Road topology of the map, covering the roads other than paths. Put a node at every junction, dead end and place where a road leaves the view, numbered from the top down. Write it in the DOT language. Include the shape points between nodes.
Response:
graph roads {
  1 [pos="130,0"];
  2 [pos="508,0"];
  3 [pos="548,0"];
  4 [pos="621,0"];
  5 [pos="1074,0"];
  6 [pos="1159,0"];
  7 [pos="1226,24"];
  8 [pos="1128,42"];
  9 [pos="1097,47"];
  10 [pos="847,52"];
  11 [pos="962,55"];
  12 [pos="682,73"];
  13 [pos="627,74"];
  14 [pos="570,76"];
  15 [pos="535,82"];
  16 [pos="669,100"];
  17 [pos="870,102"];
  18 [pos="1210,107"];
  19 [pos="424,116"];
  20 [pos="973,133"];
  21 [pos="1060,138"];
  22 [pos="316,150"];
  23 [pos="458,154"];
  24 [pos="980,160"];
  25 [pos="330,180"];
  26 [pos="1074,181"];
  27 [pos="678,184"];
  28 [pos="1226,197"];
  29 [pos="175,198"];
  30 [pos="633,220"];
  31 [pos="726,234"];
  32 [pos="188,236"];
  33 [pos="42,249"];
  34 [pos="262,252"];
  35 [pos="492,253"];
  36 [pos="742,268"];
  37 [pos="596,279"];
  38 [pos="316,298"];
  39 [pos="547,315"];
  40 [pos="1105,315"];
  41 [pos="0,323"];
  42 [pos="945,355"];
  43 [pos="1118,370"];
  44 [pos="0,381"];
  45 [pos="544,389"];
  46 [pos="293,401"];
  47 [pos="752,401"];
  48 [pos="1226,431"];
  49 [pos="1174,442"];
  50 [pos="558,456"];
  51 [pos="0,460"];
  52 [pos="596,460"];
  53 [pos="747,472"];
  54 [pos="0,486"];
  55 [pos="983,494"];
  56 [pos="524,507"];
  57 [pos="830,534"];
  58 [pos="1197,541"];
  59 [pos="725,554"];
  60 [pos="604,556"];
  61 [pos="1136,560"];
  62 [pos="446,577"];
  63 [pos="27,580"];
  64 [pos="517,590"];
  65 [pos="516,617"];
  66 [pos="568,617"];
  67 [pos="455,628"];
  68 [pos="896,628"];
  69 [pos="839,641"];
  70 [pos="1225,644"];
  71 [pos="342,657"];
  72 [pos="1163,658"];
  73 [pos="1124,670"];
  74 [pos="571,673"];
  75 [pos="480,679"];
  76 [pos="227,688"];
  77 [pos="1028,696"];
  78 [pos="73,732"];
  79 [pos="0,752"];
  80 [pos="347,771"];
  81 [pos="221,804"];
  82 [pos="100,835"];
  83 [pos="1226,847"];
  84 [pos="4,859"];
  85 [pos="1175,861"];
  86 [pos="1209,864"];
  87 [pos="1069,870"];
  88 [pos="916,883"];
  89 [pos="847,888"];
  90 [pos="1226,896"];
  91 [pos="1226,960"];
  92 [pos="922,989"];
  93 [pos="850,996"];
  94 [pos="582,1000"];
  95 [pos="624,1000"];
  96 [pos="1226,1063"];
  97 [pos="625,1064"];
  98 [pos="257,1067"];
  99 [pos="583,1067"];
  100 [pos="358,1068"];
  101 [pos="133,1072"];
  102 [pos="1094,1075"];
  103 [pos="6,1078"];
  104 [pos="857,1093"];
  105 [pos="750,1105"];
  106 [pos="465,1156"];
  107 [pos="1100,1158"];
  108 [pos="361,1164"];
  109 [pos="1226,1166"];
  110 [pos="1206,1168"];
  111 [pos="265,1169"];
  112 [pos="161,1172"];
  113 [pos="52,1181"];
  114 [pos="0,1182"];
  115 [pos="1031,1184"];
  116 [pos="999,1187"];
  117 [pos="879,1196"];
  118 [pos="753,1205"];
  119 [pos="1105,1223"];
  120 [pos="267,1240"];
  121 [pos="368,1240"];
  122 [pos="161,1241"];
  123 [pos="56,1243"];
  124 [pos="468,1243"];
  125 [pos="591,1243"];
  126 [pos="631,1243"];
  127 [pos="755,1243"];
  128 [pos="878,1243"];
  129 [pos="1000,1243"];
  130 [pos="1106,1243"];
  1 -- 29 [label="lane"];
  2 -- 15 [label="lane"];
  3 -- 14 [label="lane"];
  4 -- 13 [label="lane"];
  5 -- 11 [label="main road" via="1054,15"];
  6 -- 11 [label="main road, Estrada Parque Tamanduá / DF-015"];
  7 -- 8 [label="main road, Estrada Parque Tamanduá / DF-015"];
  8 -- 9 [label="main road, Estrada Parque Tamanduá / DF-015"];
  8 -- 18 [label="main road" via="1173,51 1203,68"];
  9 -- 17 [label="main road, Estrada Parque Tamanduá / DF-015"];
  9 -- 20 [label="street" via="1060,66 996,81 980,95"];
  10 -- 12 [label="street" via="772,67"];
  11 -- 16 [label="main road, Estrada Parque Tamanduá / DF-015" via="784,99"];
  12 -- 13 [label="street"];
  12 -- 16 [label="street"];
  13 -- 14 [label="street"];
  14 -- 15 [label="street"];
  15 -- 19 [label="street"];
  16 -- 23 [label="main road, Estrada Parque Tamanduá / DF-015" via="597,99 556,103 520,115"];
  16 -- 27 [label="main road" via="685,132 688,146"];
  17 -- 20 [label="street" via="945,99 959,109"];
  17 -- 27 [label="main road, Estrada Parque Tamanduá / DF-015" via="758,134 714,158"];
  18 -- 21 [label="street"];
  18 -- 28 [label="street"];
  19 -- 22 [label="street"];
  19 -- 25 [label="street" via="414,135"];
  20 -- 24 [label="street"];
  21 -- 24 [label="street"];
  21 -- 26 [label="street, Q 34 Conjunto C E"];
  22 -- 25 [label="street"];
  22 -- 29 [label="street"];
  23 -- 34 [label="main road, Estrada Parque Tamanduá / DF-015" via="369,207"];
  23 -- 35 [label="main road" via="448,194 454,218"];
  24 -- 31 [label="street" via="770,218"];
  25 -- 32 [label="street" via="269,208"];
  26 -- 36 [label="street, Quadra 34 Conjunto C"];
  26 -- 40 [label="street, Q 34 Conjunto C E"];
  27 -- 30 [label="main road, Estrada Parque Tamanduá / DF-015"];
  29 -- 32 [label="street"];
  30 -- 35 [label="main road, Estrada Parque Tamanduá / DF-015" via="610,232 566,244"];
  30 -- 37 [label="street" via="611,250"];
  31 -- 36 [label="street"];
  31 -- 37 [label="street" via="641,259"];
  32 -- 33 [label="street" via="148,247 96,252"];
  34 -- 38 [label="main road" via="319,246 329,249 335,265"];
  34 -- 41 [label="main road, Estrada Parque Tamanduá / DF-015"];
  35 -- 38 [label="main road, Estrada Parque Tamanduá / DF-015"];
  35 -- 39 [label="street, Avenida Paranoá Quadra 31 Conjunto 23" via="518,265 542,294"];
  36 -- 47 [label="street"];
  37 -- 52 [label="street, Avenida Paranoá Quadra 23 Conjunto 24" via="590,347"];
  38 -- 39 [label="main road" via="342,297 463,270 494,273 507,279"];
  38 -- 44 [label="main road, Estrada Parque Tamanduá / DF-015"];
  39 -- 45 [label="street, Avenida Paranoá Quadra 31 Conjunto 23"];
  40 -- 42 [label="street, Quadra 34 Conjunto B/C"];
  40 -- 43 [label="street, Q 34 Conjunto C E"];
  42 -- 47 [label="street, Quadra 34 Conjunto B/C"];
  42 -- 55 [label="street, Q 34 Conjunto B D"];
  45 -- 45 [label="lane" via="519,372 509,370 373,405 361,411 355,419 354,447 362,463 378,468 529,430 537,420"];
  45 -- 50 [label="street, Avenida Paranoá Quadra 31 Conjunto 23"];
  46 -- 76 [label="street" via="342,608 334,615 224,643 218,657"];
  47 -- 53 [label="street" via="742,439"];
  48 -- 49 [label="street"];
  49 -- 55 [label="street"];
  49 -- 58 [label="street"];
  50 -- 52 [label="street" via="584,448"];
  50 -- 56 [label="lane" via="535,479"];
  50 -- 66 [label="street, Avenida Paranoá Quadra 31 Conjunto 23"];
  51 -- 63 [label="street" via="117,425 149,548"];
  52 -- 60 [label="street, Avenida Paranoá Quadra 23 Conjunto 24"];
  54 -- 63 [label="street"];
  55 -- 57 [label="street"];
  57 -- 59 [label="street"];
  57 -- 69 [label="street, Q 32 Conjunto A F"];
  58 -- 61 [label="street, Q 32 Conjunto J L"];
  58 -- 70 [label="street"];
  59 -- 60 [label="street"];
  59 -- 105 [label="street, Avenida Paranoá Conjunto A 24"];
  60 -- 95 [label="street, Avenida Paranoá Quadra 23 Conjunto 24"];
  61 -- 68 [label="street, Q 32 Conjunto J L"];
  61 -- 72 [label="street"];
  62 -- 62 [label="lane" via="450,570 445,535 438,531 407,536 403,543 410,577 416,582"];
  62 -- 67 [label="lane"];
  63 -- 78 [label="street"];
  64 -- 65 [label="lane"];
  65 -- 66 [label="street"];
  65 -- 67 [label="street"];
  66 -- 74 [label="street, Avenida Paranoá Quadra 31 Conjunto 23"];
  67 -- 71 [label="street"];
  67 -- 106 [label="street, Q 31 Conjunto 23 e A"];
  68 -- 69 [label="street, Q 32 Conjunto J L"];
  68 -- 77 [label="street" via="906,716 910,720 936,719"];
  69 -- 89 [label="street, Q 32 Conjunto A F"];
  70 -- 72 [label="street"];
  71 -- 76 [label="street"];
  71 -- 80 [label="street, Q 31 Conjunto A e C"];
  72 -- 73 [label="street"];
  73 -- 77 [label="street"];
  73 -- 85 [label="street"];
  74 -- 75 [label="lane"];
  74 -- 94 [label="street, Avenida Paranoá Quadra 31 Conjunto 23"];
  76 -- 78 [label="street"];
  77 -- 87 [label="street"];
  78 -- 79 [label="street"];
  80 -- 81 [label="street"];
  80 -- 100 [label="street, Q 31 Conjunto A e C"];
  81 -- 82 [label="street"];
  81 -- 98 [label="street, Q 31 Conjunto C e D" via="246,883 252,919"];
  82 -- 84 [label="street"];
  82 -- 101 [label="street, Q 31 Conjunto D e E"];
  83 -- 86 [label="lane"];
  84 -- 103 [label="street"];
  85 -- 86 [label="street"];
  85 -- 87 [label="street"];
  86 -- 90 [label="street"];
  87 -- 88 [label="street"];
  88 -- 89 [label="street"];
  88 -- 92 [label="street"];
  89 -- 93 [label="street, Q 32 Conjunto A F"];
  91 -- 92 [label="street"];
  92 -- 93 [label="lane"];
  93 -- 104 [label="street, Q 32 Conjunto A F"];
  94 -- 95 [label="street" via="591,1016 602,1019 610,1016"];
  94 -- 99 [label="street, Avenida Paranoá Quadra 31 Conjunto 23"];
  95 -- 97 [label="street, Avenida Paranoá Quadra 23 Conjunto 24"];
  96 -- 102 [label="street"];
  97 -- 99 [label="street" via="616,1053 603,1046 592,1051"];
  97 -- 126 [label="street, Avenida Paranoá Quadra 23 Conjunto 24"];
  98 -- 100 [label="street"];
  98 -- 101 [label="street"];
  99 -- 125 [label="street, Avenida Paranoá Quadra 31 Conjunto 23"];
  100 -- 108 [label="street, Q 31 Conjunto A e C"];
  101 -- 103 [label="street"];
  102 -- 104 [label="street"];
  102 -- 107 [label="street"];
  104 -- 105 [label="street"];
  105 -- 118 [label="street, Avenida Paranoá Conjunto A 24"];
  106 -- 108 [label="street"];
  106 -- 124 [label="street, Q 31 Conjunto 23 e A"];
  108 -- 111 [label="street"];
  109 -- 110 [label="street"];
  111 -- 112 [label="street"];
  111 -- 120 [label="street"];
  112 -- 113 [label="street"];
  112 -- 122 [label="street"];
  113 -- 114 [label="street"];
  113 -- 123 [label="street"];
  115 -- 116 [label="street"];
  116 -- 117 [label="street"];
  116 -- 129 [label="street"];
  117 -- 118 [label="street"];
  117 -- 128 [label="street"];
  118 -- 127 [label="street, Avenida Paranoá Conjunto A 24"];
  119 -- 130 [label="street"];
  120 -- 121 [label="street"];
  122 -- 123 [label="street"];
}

:::::

Assignment: In the material above, find every line that has the string "roads" and pull those lines out.

Answer to this task:
Road topology of the map, covering the roads other than paths. Put a node at every junction, dead end and place where a road leaves the view, numbered from the top down. Write it in the DOT language. Include the shape points between nodes.
graph roads {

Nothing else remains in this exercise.